_Problem description_. Although the entries hold pictures, only their words are printed back, exactly as given.
§
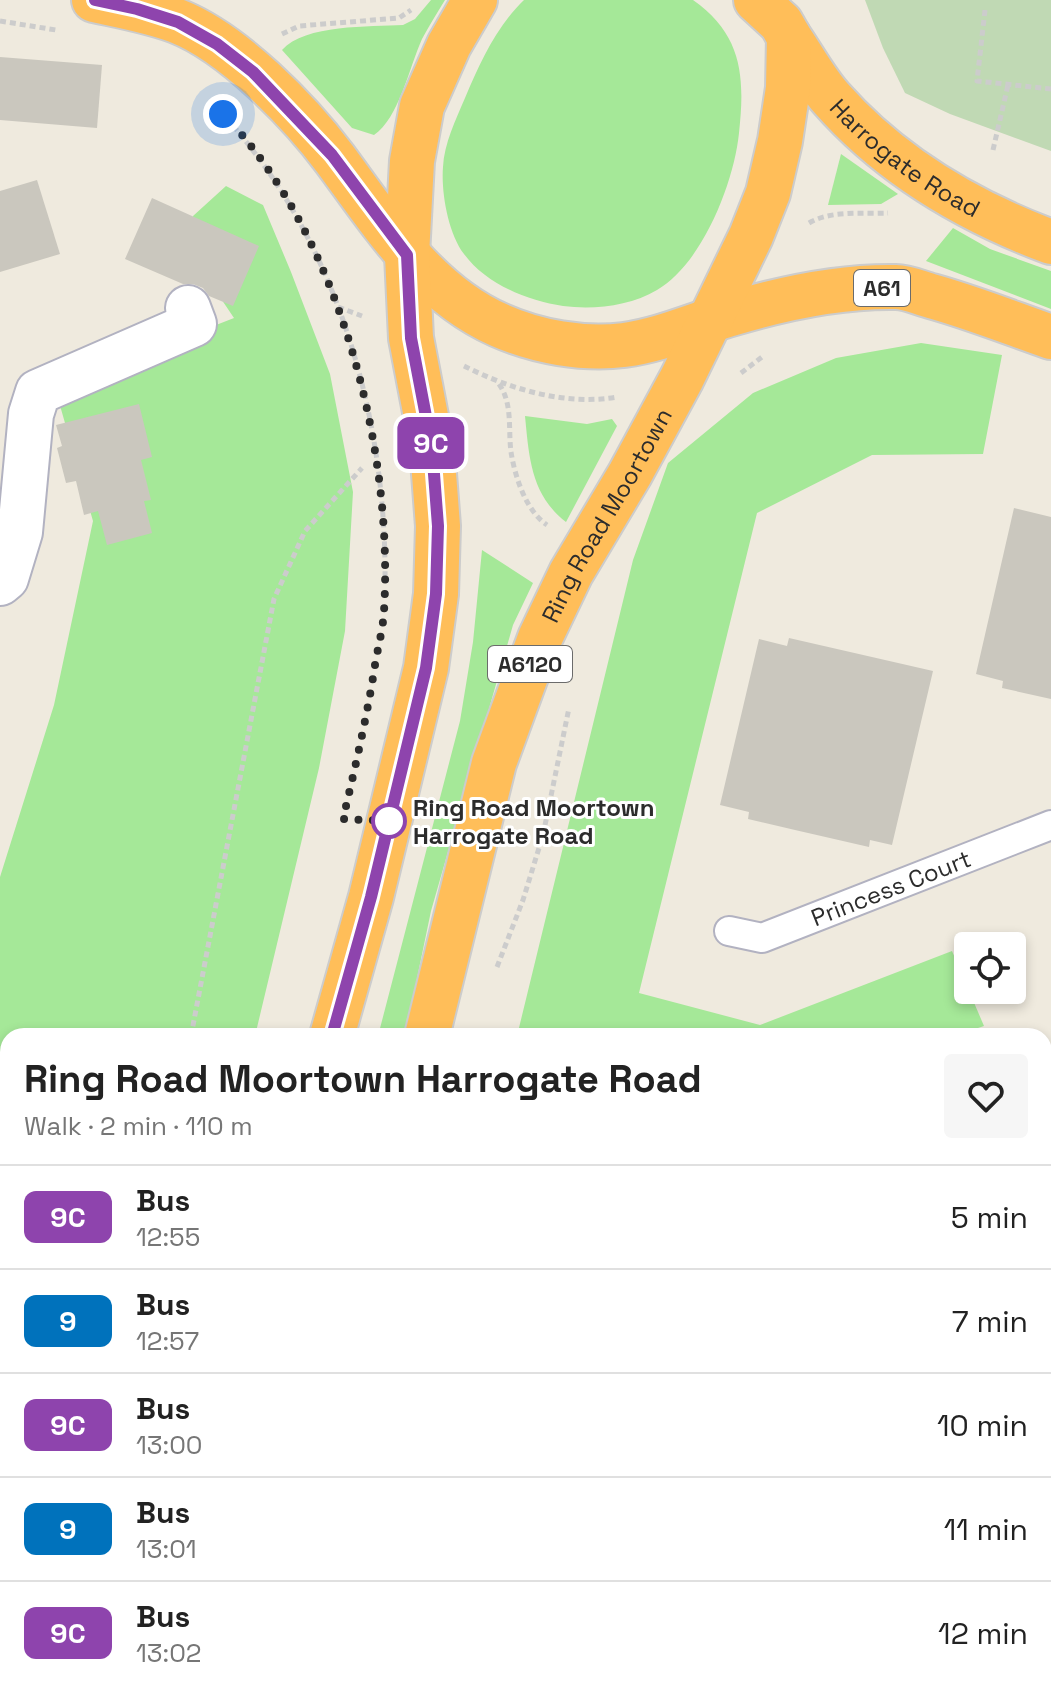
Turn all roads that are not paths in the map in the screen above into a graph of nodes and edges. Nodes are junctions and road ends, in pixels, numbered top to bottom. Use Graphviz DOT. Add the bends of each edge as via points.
graph roads {
  1 [pos="94,0"];
  2 [pos="475,0"];
  3 [pos="776,15"];
  4 [pos="1051,242"];
  5 [pos="407,255"];
  6 [pos="188,308"];
  7 [pos="708,321"];
  8 [pos="1051,337"];
  9 [pos="0,583"];
  10 [pos="1051,825"];
  11 [pos="729,931"];
  12 [pos="334,1028"];
  13 [pos="429,1028"];
  1 -- 5 [label="highway" via="178,22 253,72 332,155"];
  2 -- 5 [label="highway" via="422,106 412,161"];
  3 -- 4 [label="highway, Harrogate Road" via="830,97 896,158 946,194"];
  3 -- 7 [label="highway, Ring Road Moortown" via="788,88 780,141 751,236"];
  5 -- 7 [label="highway" via="458,300 533,338 583,346 623,345"];
  5 -- 12 [label="highway" via="411,338 432,448 436,594 422,683"];
  6 -- 9 [label="street" via="194,324 38,392 31,414 20,532"];
  7 -- 8 [label="highway, A61" via="778,302 898,287"];
  7 -- 13 [label="highway, Ring Road Moortown / A6120" via="540,638 494,763"];
  10 -- 11 [label="lane, Princess Court" via="762,938"];
}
§
_Response_.
Turn all roads that are not paths in the map in the screen above into a graph of nodes and edges. Nodes are junctions and road ends, in pixels, numbered top to bottom. Use Graphviz DOT. Add the bends of each edge as via points.
graph roads {
  1 [pos="94,0"];
  2 [pos="475,0"];
  3 [pos="776,15"];
  4 [pos="1051,242"];
  5 [pos="407,255"];
  6 [pos="188,308"];
  7 [pos="708,321"];
  8 [pos="1051,337"];
  9 [pos="0,583"];
  10 [pos="1051,825"];
  11 [pos="729,931"];
  12 [pos="334,1028"];
  13 [pos="429,1028"];
  1 -- 5 [label="highway" via="178,22 253,72 332,155"];
  2 -- 5 [label="highway" via="422,106 412,161"];
  3 -- 4 [label="highway, Harrogate Road" via="830,97 896,158 946,194"];
  3 -- 7 [label="highway, Ring Road Moortown" via="788,88 780,141 751,236"];
  5 -- 7 [label="highway" via="458,300 533,338 583,346 623,345"];
  5 -- 12 [label="highway" via="411,338 432,448 436,594 422,683"];
  6 -- 9 [label="street" via="194,324 38,392 31,414 20,532"];
  7 -- 8 [label="highway, A61" via="778,302 898,287"];
  7 -- 13 [label="highway, Ring Road Moortown / A6120" via="540,638 494,763"];
  10 -- 11 [label="lane, Princess Court" via="762,938"];
}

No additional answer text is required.